Of course, green hydrogen is not the only solution for industrial decarbonization, but it is a means and a strong catalyst for change. It has the advantage of coupling to a continuously decarbonizing electricity system and, by targeting energy- or CO2-intensive industries first, such as steel, cement and fertilizer, it can have a large impact in a relatively short period. In fact, steel is responsible for eight percent of global carbon dioxide emissions, while cement accounts for seven percent of the total share.

Value chain growth
Several value chains already exist in Europe thanks to the production of gray hydrogen and the growing interest in blue hydrogen projects. However, organically building the existing value chain to produce green hydrogen would take years. Knowing that we don't have that time, last year, EIT InnoEnergy partnered with Breakthrough Energy to launch the European Green Hydrogen Acceleration Center (EGHAC), an initiative to kick-start large industrial projects commercializing green hydrogen on a large scale. The EGHAC acts as an open platform, bringing together stakeholders from across the value chain.

The main objective of the Center is to create a portfolio of projects, which requires collaboration between the different value chains. If you consider a green hydrogen project in isolation, the commercial aspect is not particularly attractive, but in the context of how the surrounding value chain develops, and what the end customer is willing to pay for the final product, the numbers start to come out.

Common interests
The first to show interest in this initiative have been those in the European automotive industry. As society has become increasingly climate-conscious, manufacturers of all kinds of products are under pressure to reduce the carbon footprint of their products. While the first thing that comes to mind is electric vehicles, this pressure is also strengthening the case for environmentally friendly steel for use in automotive chassis and components. If a car manufacturer were to add the cost of switching to green steel from factory production, the increase would be marginal: about €100; a negligible increase in the cost of a €30,000 car. Although not much research has been done on consumer opinion on this point, it seems plausible to assume that most consumers would accept it.

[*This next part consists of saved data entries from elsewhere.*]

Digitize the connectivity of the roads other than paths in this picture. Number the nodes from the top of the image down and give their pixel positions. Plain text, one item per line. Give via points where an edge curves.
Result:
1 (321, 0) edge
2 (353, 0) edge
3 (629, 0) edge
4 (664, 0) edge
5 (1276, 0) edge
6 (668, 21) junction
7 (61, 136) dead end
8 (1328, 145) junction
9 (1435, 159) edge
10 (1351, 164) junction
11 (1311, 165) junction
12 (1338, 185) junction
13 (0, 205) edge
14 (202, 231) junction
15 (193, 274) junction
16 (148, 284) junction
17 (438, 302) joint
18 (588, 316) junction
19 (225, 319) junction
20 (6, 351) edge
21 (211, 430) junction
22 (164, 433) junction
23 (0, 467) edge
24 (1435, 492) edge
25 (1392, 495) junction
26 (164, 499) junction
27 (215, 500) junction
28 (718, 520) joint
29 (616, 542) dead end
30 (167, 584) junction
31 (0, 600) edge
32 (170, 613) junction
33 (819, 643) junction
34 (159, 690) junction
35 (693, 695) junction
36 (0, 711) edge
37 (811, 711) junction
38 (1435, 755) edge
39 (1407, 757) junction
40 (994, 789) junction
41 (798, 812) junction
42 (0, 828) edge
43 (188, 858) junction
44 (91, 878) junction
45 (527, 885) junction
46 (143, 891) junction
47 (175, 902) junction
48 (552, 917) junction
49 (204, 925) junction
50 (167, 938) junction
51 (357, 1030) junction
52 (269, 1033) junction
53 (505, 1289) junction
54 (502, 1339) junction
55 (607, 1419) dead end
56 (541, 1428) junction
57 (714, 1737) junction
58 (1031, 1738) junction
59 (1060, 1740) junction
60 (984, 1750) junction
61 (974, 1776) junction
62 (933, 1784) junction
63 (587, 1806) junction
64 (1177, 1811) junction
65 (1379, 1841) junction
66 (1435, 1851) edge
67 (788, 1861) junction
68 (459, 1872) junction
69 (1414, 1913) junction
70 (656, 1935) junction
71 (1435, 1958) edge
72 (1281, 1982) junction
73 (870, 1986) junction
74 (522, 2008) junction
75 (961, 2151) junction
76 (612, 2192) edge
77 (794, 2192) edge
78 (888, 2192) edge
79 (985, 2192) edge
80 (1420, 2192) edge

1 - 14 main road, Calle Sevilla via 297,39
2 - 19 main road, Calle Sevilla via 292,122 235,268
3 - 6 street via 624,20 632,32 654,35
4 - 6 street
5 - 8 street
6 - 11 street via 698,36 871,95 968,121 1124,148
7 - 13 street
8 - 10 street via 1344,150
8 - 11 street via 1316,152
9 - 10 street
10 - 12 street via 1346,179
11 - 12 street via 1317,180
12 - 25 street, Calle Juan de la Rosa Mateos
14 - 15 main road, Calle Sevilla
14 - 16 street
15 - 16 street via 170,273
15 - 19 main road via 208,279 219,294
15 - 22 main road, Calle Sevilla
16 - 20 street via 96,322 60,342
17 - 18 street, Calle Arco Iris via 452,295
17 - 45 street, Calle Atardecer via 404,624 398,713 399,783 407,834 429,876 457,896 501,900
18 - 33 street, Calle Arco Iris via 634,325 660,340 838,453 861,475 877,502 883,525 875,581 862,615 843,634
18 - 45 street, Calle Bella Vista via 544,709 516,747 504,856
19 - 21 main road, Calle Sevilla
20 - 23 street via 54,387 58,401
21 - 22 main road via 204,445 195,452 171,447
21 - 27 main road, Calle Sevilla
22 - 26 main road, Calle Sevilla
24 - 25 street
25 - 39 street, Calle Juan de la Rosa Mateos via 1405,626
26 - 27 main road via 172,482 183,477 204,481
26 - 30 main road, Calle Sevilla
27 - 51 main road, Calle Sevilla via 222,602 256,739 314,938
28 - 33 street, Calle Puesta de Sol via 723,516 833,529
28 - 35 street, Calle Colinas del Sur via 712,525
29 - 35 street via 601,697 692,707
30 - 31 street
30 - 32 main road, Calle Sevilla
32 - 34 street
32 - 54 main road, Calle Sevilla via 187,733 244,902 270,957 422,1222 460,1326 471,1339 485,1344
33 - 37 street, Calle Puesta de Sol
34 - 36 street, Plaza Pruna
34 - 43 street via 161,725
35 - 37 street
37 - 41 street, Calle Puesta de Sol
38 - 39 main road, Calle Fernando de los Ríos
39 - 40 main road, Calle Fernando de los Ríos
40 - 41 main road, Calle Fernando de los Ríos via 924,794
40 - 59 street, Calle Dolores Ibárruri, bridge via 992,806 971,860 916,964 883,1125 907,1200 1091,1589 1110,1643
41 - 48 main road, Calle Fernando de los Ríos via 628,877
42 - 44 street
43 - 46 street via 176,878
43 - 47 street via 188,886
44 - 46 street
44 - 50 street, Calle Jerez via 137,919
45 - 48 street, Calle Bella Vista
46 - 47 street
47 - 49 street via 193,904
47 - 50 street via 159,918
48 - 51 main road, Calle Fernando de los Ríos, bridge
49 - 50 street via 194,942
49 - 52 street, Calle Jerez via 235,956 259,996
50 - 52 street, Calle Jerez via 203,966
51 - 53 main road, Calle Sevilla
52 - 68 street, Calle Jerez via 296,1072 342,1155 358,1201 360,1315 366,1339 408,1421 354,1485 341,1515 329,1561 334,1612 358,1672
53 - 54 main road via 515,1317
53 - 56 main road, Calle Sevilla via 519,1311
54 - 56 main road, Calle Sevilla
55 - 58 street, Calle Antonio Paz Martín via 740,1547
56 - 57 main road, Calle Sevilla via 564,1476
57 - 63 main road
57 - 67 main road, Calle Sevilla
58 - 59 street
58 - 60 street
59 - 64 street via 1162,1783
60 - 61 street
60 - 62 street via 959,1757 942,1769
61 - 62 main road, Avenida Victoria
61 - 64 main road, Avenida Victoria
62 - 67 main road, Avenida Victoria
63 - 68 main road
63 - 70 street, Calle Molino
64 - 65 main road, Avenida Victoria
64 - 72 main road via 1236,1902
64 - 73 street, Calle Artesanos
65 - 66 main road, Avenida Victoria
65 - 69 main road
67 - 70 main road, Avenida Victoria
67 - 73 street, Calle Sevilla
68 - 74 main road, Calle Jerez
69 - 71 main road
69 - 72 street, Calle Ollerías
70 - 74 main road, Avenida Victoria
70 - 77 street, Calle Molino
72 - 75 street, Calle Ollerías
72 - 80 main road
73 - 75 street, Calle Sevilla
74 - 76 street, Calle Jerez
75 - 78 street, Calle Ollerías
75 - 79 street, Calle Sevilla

If the cost of producing green hydrogen on an industrial scale can be, in part, recovered or shared across the value chain, then the commercial proposition will be much more competitive. The concept is the same for fertilizer production with green hydrogen: a consumer will not notice a fraction of a cent/kg increase in the price of tomatoes, but that fraction makes all the difference when scaled up the value chain.

Common objectives
This does not imply that all costs should fall on the consumer, but we should consider the mutual interest that each part of the value chain has in decarbonizing with green hydrogen. If we only think about green hydrogen business model transactions and continue to focus on the price of green hydrogen in isolation, it will stand still for several years, perhaps until carbon taxes force the industry to act. However, if we bring stakeholders together to move forward by collaborating with each other, we can accelerate change.

An example for others
The H2 Green Steel initiative, which is expected to start operating in 2024, is seen as Europe's flagship project: if we can achieve this with steel, we will have a strong model to adapt and apply in other sectors provided sufficient renewable energy is available. In fact, other materials such as cement are also in the spotlight, along with the decarbonization of chemicals, heavy transport, aviation and shipping. And other sectors of the energy industry are also taking note; green hydrogen presents significant potential for use as storage. Hydrogen can be produced using excess renewable generation, stored, and converted back into electricity when the system requires flexibility due to low renewable production: a whole-system approach.

Decarbonization is a critical puzzle that Europe must solve to achieve its climate neutrality goals. At the same time, the momentum for green hydrogen is growing and puts it at the forefront of helping Europe achieve its ambitions. A strong and competitive market is the key, and for this we need input from across the value chain to build the business case once and for all.